De acordo com o INPI, a marca de posição deve ser indicada em linhas contínuas ou em áreas preenchidas e, o suporte deve ser representado em linhas pontilhadas ou tracejadas. Ademais, o pedido deverá ser acompanhado por um texto com a descrição da marca e aquilo que o depositante pretende proteger.
Assim, a partir de 1º de outubro, os interessados em pleitear o registro de marca de posição deverão se valer do Formulário Eletrônico de Marcas Tridimensionais, até que o sistema de peticionamento eletrônico do INPI disponibilize o formulário adequado para as marcas de posição.

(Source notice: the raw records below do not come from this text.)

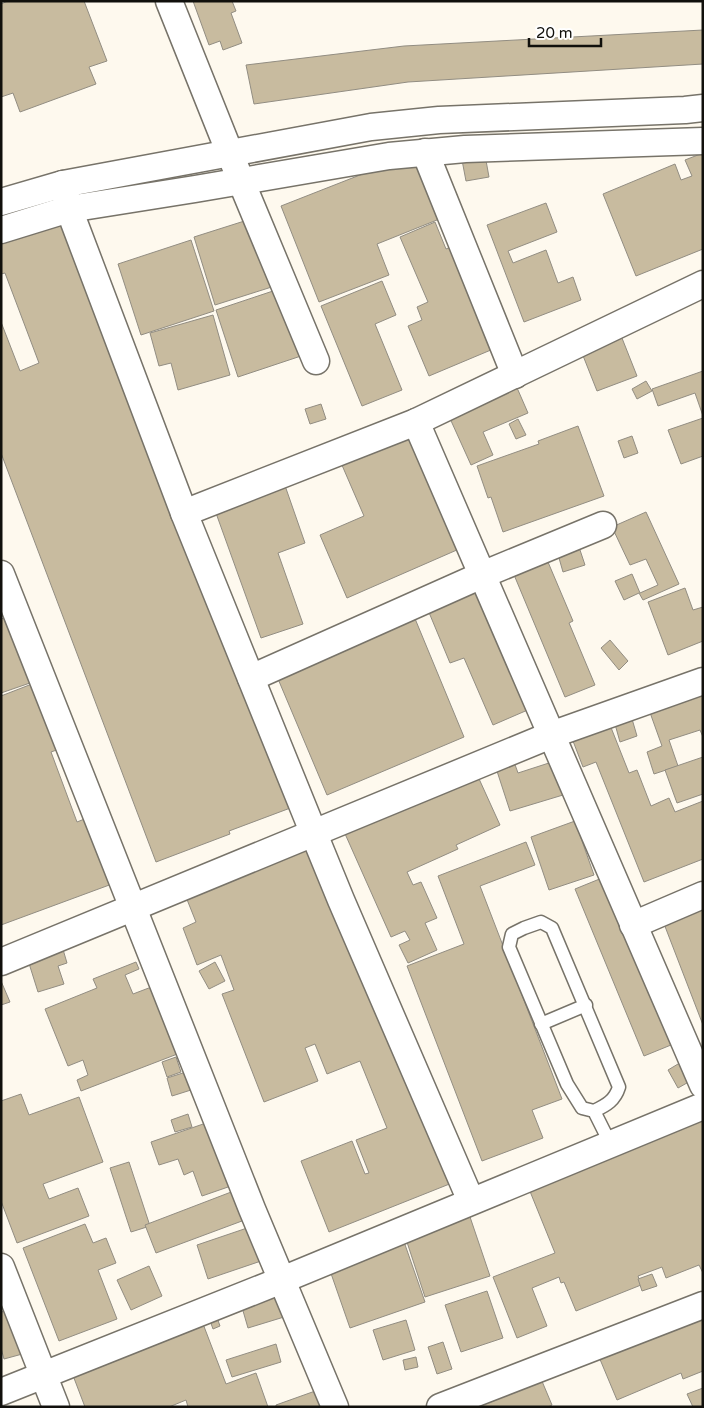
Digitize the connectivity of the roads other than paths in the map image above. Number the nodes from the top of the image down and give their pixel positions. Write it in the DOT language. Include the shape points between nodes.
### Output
graph roads {
  1 [pos="169,1"];
  2 [pos="703,108"];
  3 [pos="703,141"];
  4 [pos="425,152"];
  5 [pos="230,153"];
  6 [pos="241,181"];
  7 [pos="66,197"];
  8 [pos="1,202"];
  9 [pos="1,230"];
  10 [pos="703,284"];
  11 [pos="316,361"];
  12 [pos="515,374"];
  13 [pos="416,422"];
  14 [pos="184,514"];
  15 [pos="603,525"];
  16 [pos="1,574"];
  17 [pos="482,575"];
  18 [pos="251,678"];
  19 [pos="703,681"];
  20 [pos="551,735"];
  21 [pos="314,834"];
  22 [pos="703,895"];
  23 [pos="133,907"];
  24 [pos="633,925"];
  25 [pos="1,962"];
  26 [pos="586,1006"];
  27 [pos="541,1024"];
  28 [pos="701,1074"];
  29 [pos="703,1106"];
  30 [pos="594,1111"];
  31 [pos="610,1144"];
  32 [pos="471,1201"];
  33 [pos="1,1267"];
  34 [pos="282,1280"];
  35 [pos="703,1305"];
  36 [pos="44,1375"];
  37 [pos="1,1392"];
  38 [pos="56,1407"];
  39 [pos="335,1407"];
  40 [pos="440,1407"];
  1 -- 5 [label="street"];
  2 -- 5 [label="street" via="439,120 371,127"];
  3 -- 4 [label="street"];
  4 -- 6 [label="street"];
  4 -- 12 [label="street"];
  5 -- 6 [label="street"];
  5 -- 7 [label="street"];
  6 -- 7 [label="street"];
  6 -- 11 [label="street"];
  7 -- 8 [label="street"];
  7 -- 9 [label="street"];
  7 -- 14 [label="street"];
  10 -- 12 [label="street"];
  12 -- 13 [label="street"];
  13 -- 14 [label="street"];
  13 -- 17 [label="street"];
  14 -- 18 [label="street"];
  15 -- 17 [label="street"];
  16 -- 23 [label="street"];
  17 -- 18 [label="street"];
  17 -- 20 [label="street"];
  18 -- 21 [label="street"];
  19 -- 20 [label="street"];
  20 -- 21 [label="street"];
  20 -- 24 [label="street"];
  21 -- 23 [label="street"];
  21 -- 32 [label="street"];
  22 -- 24 [label="street"];
  23 -- 25 [label="street"];
  23 -- 34 [label="street"];
  24 -- 28 [label="street"];
  26 -- 27 [label="lane"];
  26 -- 27 [label="lane" via="552,928 542,922 524,928 512,934 509,946"];
  26 -- 30 [label="lane" via="619,1087 609,1104"];
  27 -- 30 [label="lane" via="567,1084 582,1108"];
  29 -- 31 [label="street"];
  30 -- 31 [label="lane"];
  31 -- 32 [label="street"];
  32 -- 34 [label="street"];
  33 -- 36 [label="street"];
  34 -- 36 [label="street"];
  34 -- 39 [label="street"];
  35 -- 40 [label="street"];
  36 -- 37 [label="street"];
  36 -- 38 [label="street"];
}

2 Relator Ministro RICARDO VILLAS BÔAS CUEVA, TERCEIRA TURMA, Data de Julgamento: 07/02/2013, Data de Publicação: DJe 19/02/2013 3 0803946-89.2011.4.02.5101, Relator: DES. FED. MESSOD AZULAY NETO, 2ª Turma Especializada TRF2, Publicação: 23/02/2015, Disponibilização DJe 20/02/2015
Ainda, os pedidos de marca depositados antes da entrada em vigor da referida Portaria que estejam pendentes de exame pelo INPI e, que se enquadrem como marca de posição, poderão ser “convertidos” em marcas de posição a requerimento do interessado, no prazo de 90 dias, contados da entrada em vigor da Portaria/INPI/PR nº 37 de 13/09/2021.
Portanto, como um instituto dotado de caráter inovador, distintivo, relevante função econômica e capaz de criar um gatilho de consumo na mente do indivíduo, a regulamentação da marca de posição fomentará a aplicação de novas “assinaturas” aos produtos e garantirá maior segurança jurídica aos respectivos titulares.